Friday, April 25, 2008

Iceberg Arena: The Mysterious Events in the Woods; Ambience, Ambiguity and Feminism in Picnic at Hanging Rock (1975) and Innocence (2004)

Katie sometimes complains that I’m too much of a glutton for ambiguity, and its true that I’d probably rather have an unresolved ending than one that is overly pat, violates common sense or play out with painful predictability. Combined with my love of atmosphere, often at the expense of plot development, I’m an easy mark for art cinema. These two elements are central to today’s Iceberg Arena, bridging the art house tradition from Australia’s 1975 international success “Picnic at Hanging Rock” to France’s 2004 sleeper hit “Innocence.”

Both films are literary adaptations that concern all-girls schools (almost no male characters in either) and feature nature as a prominent narrative and thematic component. They are both non-traditional mysteries that linger over moments of ethereal beauty and rely on a tension whose source and intent is maddeningly difficult to trace. The two works relate the indefinite interior realms of the heart and mind to the primordial potential within nature and myth. Their use of directed ambiguity keeps the viewer anchored and invested with the story, while asking them to think more about the implications than the final answer. Both films stay with the viewer long after the screening, and though they may initially cause frustration, I’ve known several occasions where people changed their opinion upon later reflection.

In “Picnic at Hanging Rock,” a selective all-girls finishing school at the turn of the century takes a field trip to Hanging Rock, a towering stone formation in the Australian wilderness. The girls are warned not to go exploring, and so they spend most of their trip pleasantly idling away the daylight with detached repose. Bored and irresistibly drawn to the uncanny monolith, four girls scale Hanging Rock despite their orders.
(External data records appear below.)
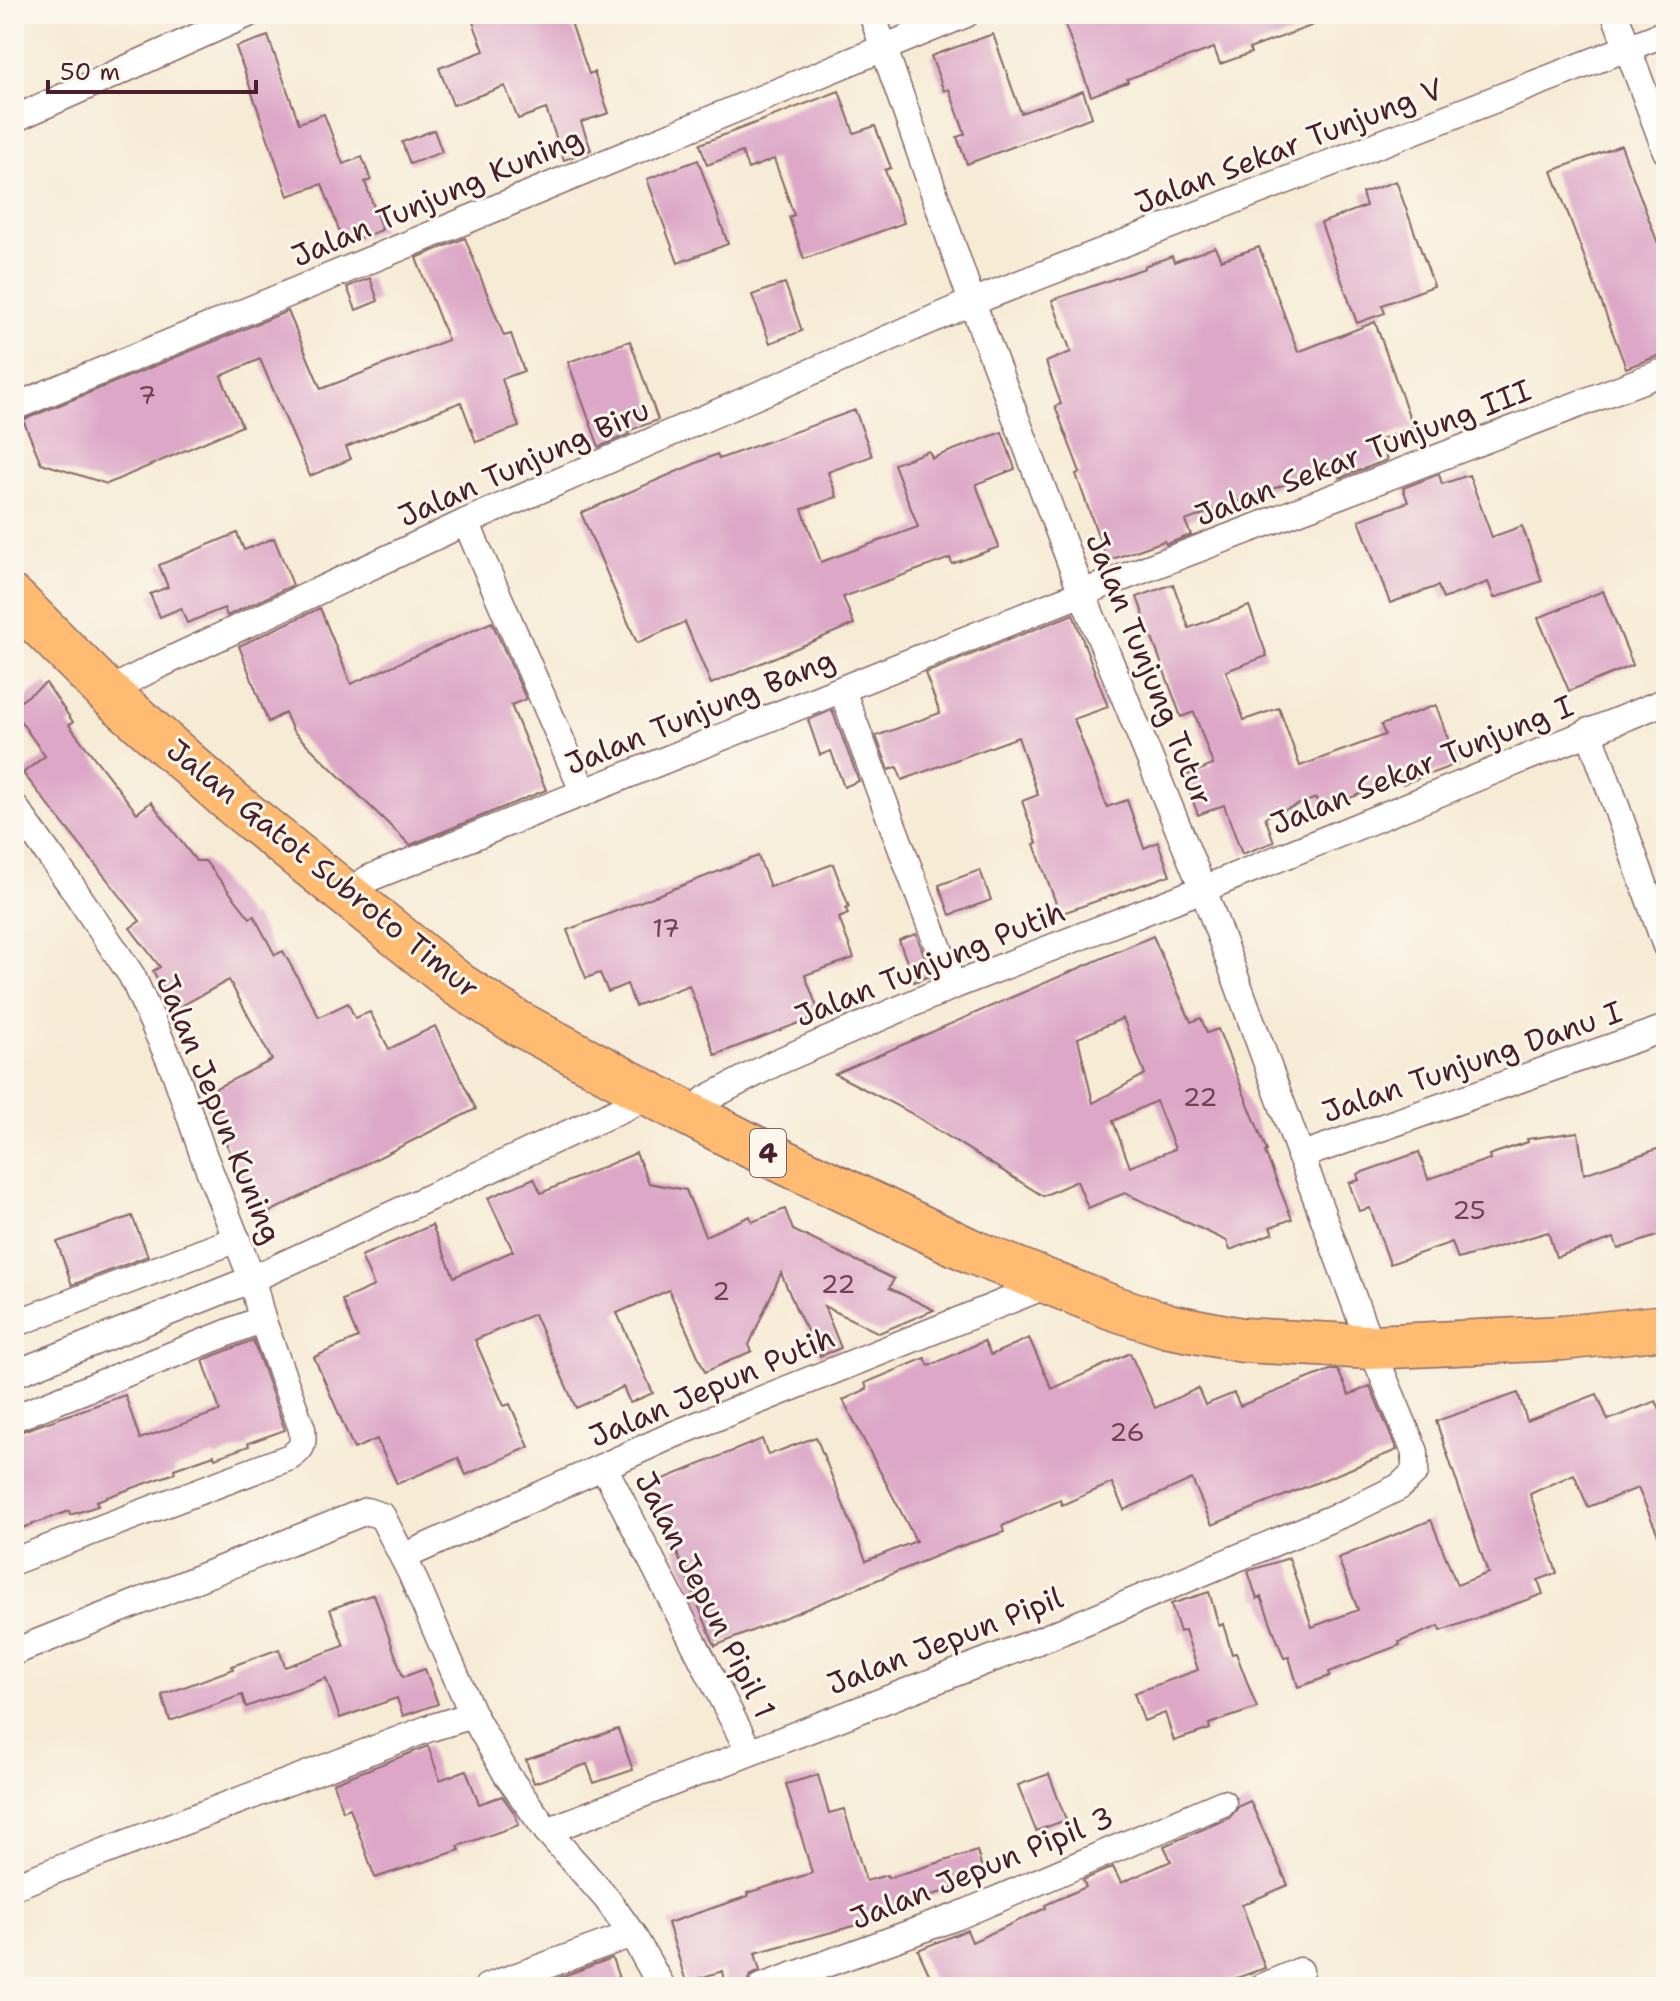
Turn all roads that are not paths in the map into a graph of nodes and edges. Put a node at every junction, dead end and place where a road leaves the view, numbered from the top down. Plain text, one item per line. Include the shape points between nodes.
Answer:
1 (248, 14) edge
2 (872, 14) edge
3 (966, 14) edge
4 (1615, 14) edge
5 (1666, 33) edge
6 (884, 46) junction
7 (1628, 49) junction
8 (14, 119) edge
9 (1666, 151) edge
10 (972, 302) junction
11 (1666, 371) edge
12 (14, 407) edge
13 (466, 522) junction
14 (1082, 593) junction
15 (16, 599) edge
16 (842, 690) junction
17 (107, 692) junction
18 (1666, 701) edge
19 (1589, 731) junction
20 (584, 793) junction
21 (14, 806) edge
22 (1203, 889) junction
23 (343, 894) junction
24 (1666, 946) edge
25 (953, 986) junction
26 (1666, 1028) edge
27 (652, 1095) junction
28 (691, 1115) junction
29 (1300, 1156) junction
30 (237, 1239) junction
31 (252, 1279) junction
32 (1050, 1284) junction
33 (262, 1319) junction
34 (14, 1324) edge
35 (1666, 1327) edge
36 (1371, 1347) junction
37 (14, 1374) edge
38 (14, 1418) edge
39 (604, 1467) junction
40 (403, 1557) junction
41 (14, 1561) edge
42 (14, 1652) edge
43 (473, 1715) junction
44 (749, 1751) junction
45 (1223, 1803) dead end
46 (547, 1831) junction
47 (14, 1886) edge
48 (632, 1934) junction
49 (1300, 1971) dead end
50 (487, 1987) edge
51 (662, 1987) edge
52 (762, 1987) edge
53 (1262, 1987) edge

1 - 8 street
2 - 6 street, Jalan Tunjung Tutur
3 - 6 street, Jalan Tunjung Kuning
4 - 7 street
5 - 7 street, Jalan Sekar Tunjung V
6 - 10 street, Jalan Tunjung Tutur
6 - 12 street, Jalan Tunjung Kuning
7 - 9 street
7 - 10 street, Jalan Sekar Tunjung V
10 - 13 street, Jalan Tunjung Biru
10 - 14 street, Jalan Tunjung Tutur
11 - 14 street, Jalan Sekar Tunjung III
13 - 17 street, Jalan Tunjung Biru
13 - 20 street
14 - 16 street, Jalan Tunjung Bang
14 - 22 street, Jalan Tunjung Tutur
15 - 17 highway, Jalan Gatot Subroto Timur / 4
16 - 20 street, Jalan Tunjung Bang
16 - 25 street
17 - 23 highway, Jalan Gatot Subroto Timur / 4
18 - 19 street, Jalan Sekar Tunjung I
19 - 22 street, Jalan Sekar Tunjung I
19 - 24 street
20 - 23 street, Jalan Tunjung Bang via 370,878
21 - 30 street, Jalan Jepun Kuning via 132,976 175,1072
22 - 25 street, Jalan Tunjung Putih
22 - 29 street, Jalan Tunjung Tutur
23 - 27 highway, Jalan Gatot Subroto Timur / 4 via 459,985
25 - 28 street, Jalan Tunjung Putih via 775,1063 706,1099
26 - 29 street, Jalan Tunjung Danu I
27 - 28 highway, Jalan Gatot Subroto Timur / 4
27 - 31 street, Jalan Jepun Kuning
28 - 32 highway, Jalan Gatot Subroto Timur / 4
29 - 36 street, Jalan Tunjung Tutur
30 - 31 street, Jalan Jepun Kuning
30 - 34 street
31 - 33 street, Jalan Jepun Kuning
31 - 37 street, Jalan Jepun Kuning
32 - 36 highway, Jalan Gatot Subroto Timur / 4 via 1169,1326 1242,1340
32 - 39 street, Jalan Jepun Putih
33 - 38 street
33 - 41 street, Jalan Jepun Kuning via 302,1429 301,1450
35 - 36 highway, Jalan Gatot Subroto Timur / 4 via 1549,1339
36 - 44 street, Jalan Jepun Pipil via 1415,1452 1415,1472 1399,1487 1048,1637
39 - 40 street, Jalan Jepun Putih
39 - 44 street, Jalan Jepun Pipil 1
40 - 42 street via 382,1516 366,1511
40 - 43 street
43 - 46 street
43 - 47 street
44 - 46 street, Jalan Jepun Pipil
45 - 52 street, Jalan Jepun Pipil 3 via 958,1916
46 - 48 street
48 - 50 street
48 - 51 street
49 - 53 street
They are led by Miranda, the most beautiful and distant of the students, and they are strangely affected by the mountainside. As the field trip ends, their reserved mathematics teacher, Miss McCraw, notices that some of the girls are missing. She goes searching for her charges, but neither she nor two of the girls are ever seen again. The remainder of the film follows the search efforts and aftermath, with particular focus on the way that the incident gradually seeps into and corrodes the formerly comfortable school, its remaining students and the anxious staff.

[Images: Miranda slips up the slope with three other girls in tow.]

Much like the lost girls and a pair of local lads that spied on their fateful hike, the camera itself is drawn back to Hanging Rock again and again. Cinematographer Russell Boyd assists immeasurably in bringing out the intangible magnetism of the site. Rather than playing on deep shadows and dark recesses the film features an afternoon glow in which the sunshine seems suspended amongst the unassuming trees and weather-smoothed boulders. He favors observational long shots, often with unusual framing or hazy, indefinite shapes (like tall grass or tree trunks) left out-of-focus in the foreground. There are frequent digressions away from the characters, in which Boyd and director Peter Weir indulge in brooding nature photography set to haunting passages from Romanian panpipe and classical piano.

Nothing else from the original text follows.